裴煊看着她的样子,叹息了声,将她碗中的萝卜夹入自己碗中。
她刚好夹到自己不喜欢的那道菜的配菜。
她不喜欢萝卜,却喜欢让萝卜和鸡肉一起炖着吃,美名其曰看着有食欲。
赵扶沅尴尬笑笑,总算回过神,去夹喜欢吃的。
她决定了,不再内耗,明日的事明日想,先过好今日。
后半段,她恢复往日状态,吃得很香。
靠努力赢来的东西就是比轻而易举得到的好,哪怕已经吃得很饱,她还是舍不得放下筷子。
裴煊放下筷子后没有催促她,而是坐在一旁静静地看着她。
夜幕降临,月挂枝头。
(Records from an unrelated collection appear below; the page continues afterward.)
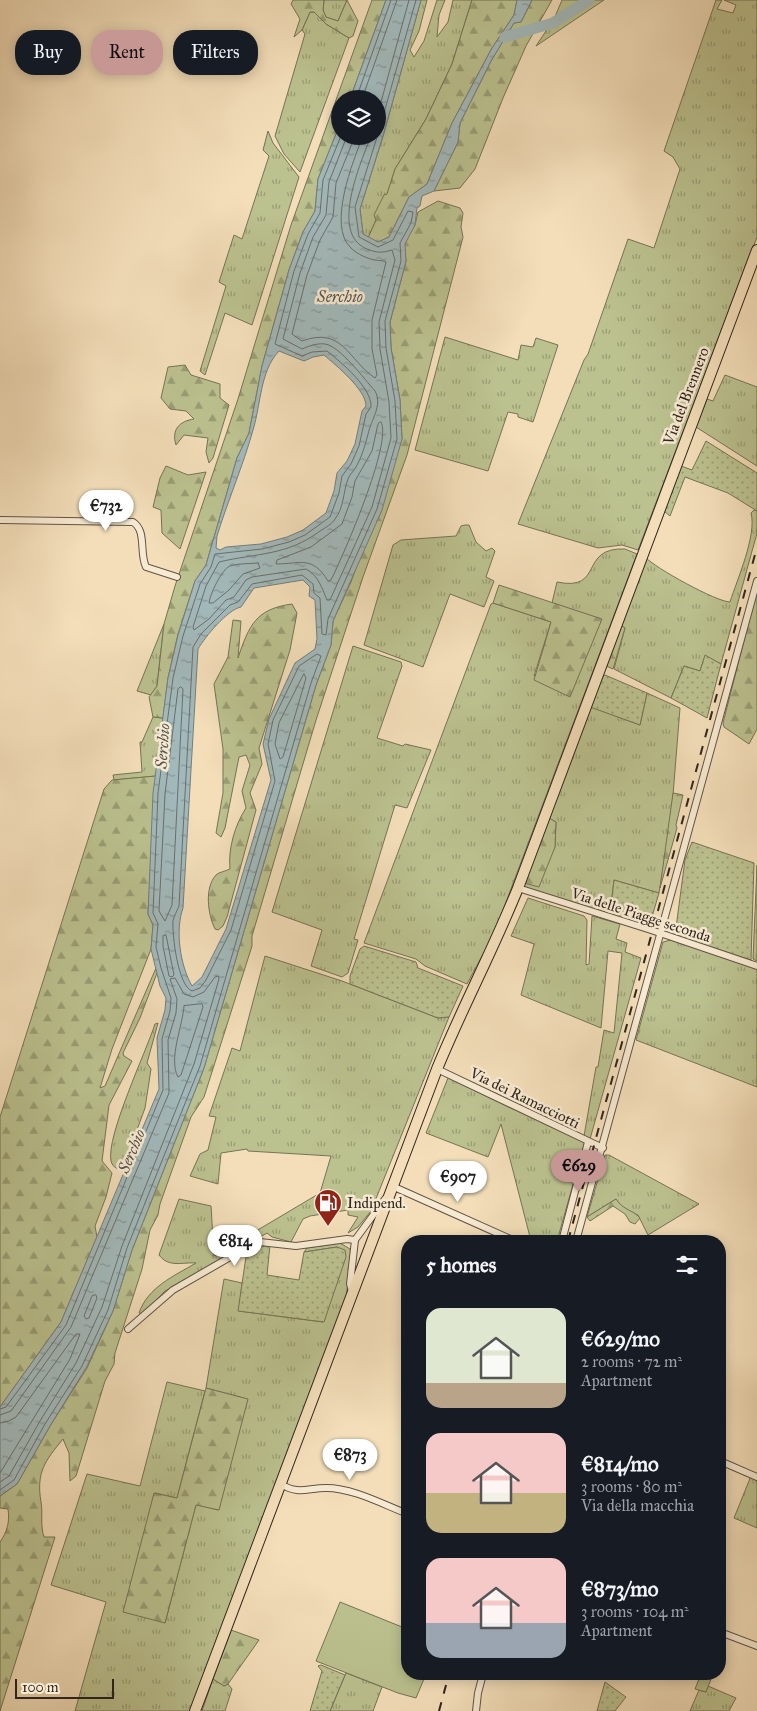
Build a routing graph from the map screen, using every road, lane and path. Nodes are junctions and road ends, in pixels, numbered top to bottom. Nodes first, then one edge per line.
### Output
1 (757, 250) edge
2 (0, 520) edge
3 (177, 577) dead end
4 (757, 581) edge
5 (518, 888) junction
6 (660, 933) junction
7 (757, 966) edge
8 (437, 1069) junction
9 (588, 1142) junction
10 (603, 1148) junction
11 (391, 1189) junction
12 (501, 1235) edge
13 (564, 1235) edge
14 (578, 1235) edge
15 (355, 1240) junction
16 (353, 1293) junction
17 (128, 1329) dead end
18 (726, 1464) edge
19 (757, 1477) edge
20 (281, 1484) junction
21 (401, 1511) edge
22 (726, 1634) edge
23 (757, 1646) edge
24 (481, 1680) edge
25 (195, 1711) edge
26 (476, 1711) edge

1 - 5 main road, Via del Brennero
2 - 3 street
4 - 6 street
5 - 6 street, Via delle Piagge seconda
5 - 8 main road, Via del Brennero
6 - 7 street, Via delle Piagge seconda
6 - 10 street
8 - 9 street, Via dei Ramacciotti
8 - 11 main road, Via del Brennero
9 - 10 street, Via dei Ramacciotti
9 - 13 street
10 - 14 street
11 - 12 street
11 - 15 street
11 - 16 main road, Via del Brennero
15 - 16 street
15 - 17 street
16 - 20 main road, Via del Brennero
18 - 19 street
20 - 21 street
20 - 25 main road, Via del Brennero
22 - 23 street
24 - 26 street

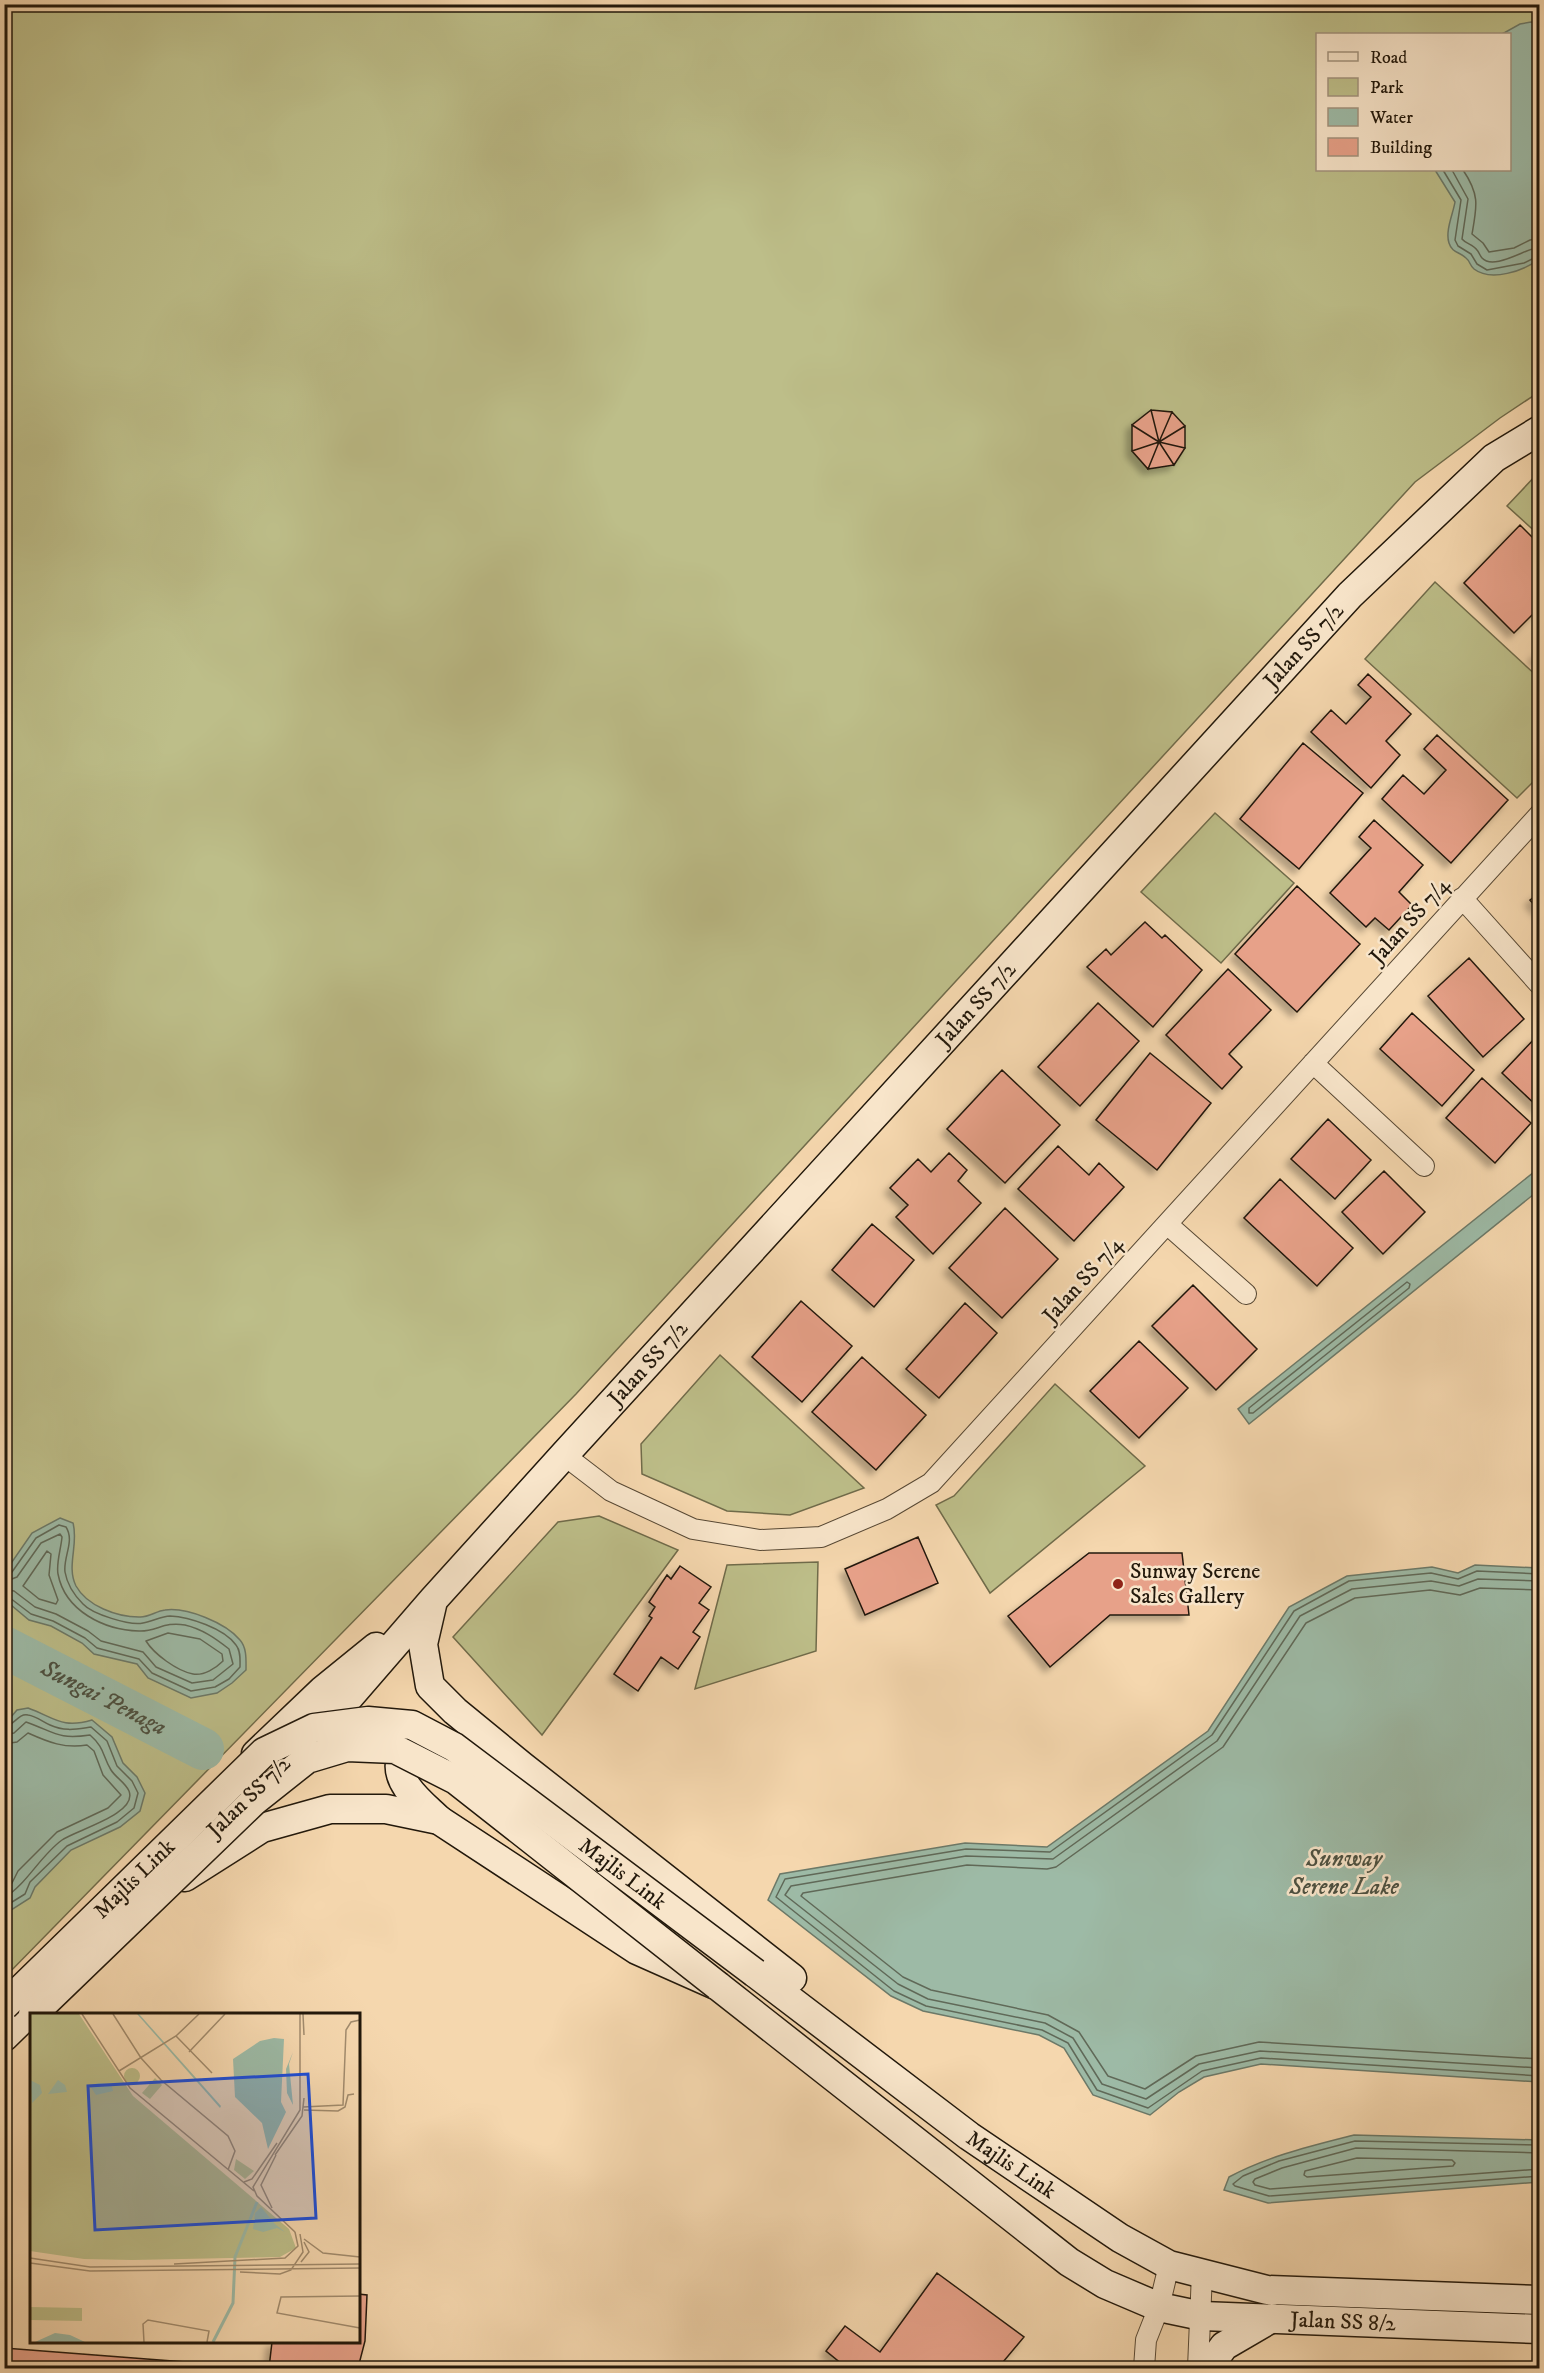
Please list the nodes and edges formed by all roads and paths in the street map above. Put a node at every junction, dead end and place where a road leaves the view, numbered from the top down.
1 (1539, 430) edge
2 (1539, 814) edge
3 (1462, 898) junction
4 (1539, 984) edge
5 (1313, 1063) junction
6 (1424, 1166) dead end
7 (1167, 1224) junction
8 (1246, 1294) dead end
9 (564, 1455) junction
10 (433, 1600) junction
11 (522, 1766) junction
12 (439, 1820) junction
13 (135, 1909) junction
14 (718, 1986) junction
15 (4, 1993) edge
16 (4, 2006) edge
17 (34, 2013) edge
18 (30, 2017) edge
19 (4, 2037) edge
20 (4, 2043) edge
21 (1042, 2187) junction
22 (1169, 2265) junction
23 (1202, 2273) junction
24 (1267, 2290) joint
25 (1539, 2300) edge
26 (1159, 2307) junction
27 (1202, 2316) junction
28 (1272, 2318) junction
29 (1539, 2329) edge
30 (1144, 2368) edge
31 (1198, 2368) edge
32 (1208, 2368) edge

1 - 9 street, Jalan SS 7/2
2 - 3 street, Jalan SS 7/4
3 - 4 street
3 - 5 street, Jalan SS 7/4
5 - 6 street
5 - 7 street, Jalan SS 7/4
7 - 8 street
7 - 9 street, Jalan SS 7/4
9 - 10 street, Jalan SS 7/2
10 - 11 street
10 - 13 street, Jalan SS 7/2
10 - 15 street, Jalan SS 7/2
11 - 12 street
11 - 21 street
12 - 13 street
12 - 14 street
13 - 19 street, Jalan SS 7/2
14 - 17 street, Majlis Link, bridge
14 - 26 street, Majlis Link
16 - 21 street, Majlis Link, bridge
18 - 20 street, Majlis Link
21 - 22 street, Majlis Link
22 - 23 street, Majlis Link
22 - 26 street
23 - 24 street, Majlis Link
23 - 27 street
24 - 25 street, Jalan SS 8/2
26 - 27 street, Majlis Link
26 - 30 street
27 - 28 street, Jalan SS 8/2
27 - 31 street
28 - 29 street, Jalan SS 8/2
28 - 32 street

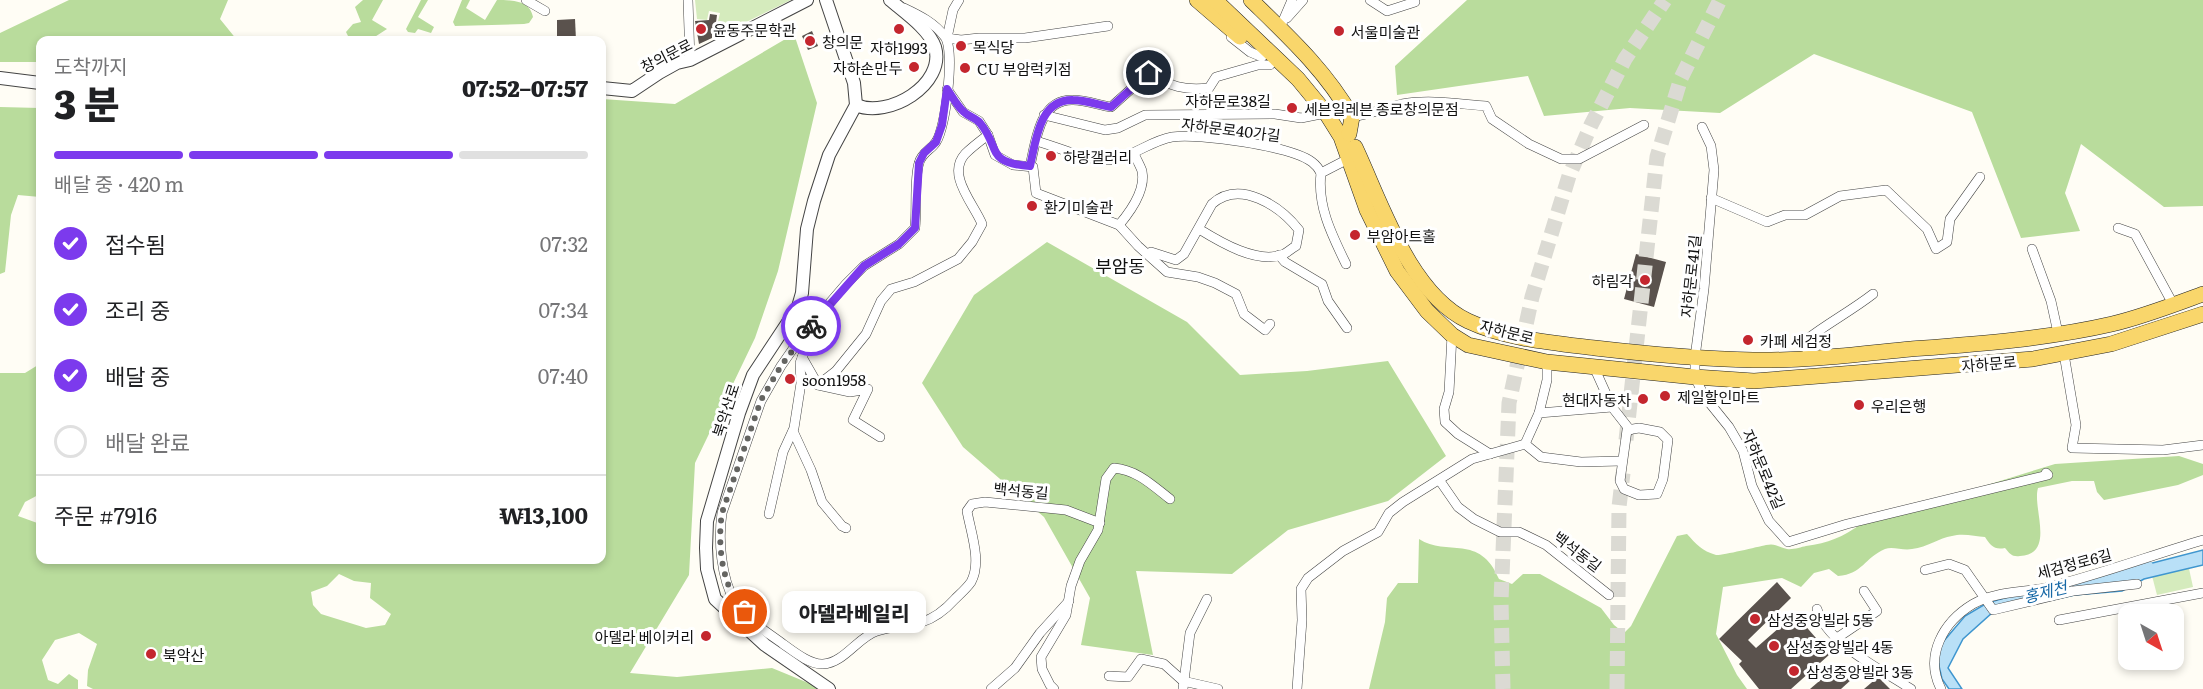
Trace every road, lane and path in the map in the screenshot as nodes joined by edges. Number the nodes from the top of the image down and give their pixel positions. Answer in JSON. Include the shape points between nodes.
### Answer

裴煊今夜又和前几日那般迟迟未离开。
“陛下?”她唤了他一声。
裴煊对她微笑,眼神关切:“怎么了?”
她攥紧衣角,随后又放开,摇摇头没说话。
也好,最后一夜的相伴。
洗漱完她钻进被褥,没再提让他离开,裴煊坐到床边,为她轻捏被角,然后温热的掌心落到她后背,一下一下缓慢拍着。
在安稳的节奏中,赵扶沅呼吸渐匀,安稳睡去。
直到她真的沉入梦乡,裴煊才停止轻拍,目光沉沉地看她。
夜光下,他的脸色发白,如索命的恶鬼。
他行动缓慢,缓缓爬上床榻,从后将她牢牢锁在怀里,下巴抵着她的发顶,眸子却直直盯着帘帐,放在她腰间的手也用力缩紧,但又不忍吵到她,只好攥紧被褥,宣告他的不满。
沅沅,不要让他失望。
不然,他真的会疯。
他用鼻尖蹭了蹭她的发顶,随后抬起另一只手放在她的脖颈,感受她蓬勃跳动的脉搏。
是顽强的,真实的。
他在心中喟叹。
天刚蒙蒙亮,因心中装事,赵扶沅早早醒来。
不知为何,她感觉脖子处有隐隐痛意,她揉了揉,痛意不散,还有几分加重。
她不再睡得着,随手拿起屏风上挂的外袍,走到梳妆台前。
镜中的女子不施粉黛,仍带着困意,她凑近一些打量脖颈,发现上面不知怎么有了一片红,很大一片。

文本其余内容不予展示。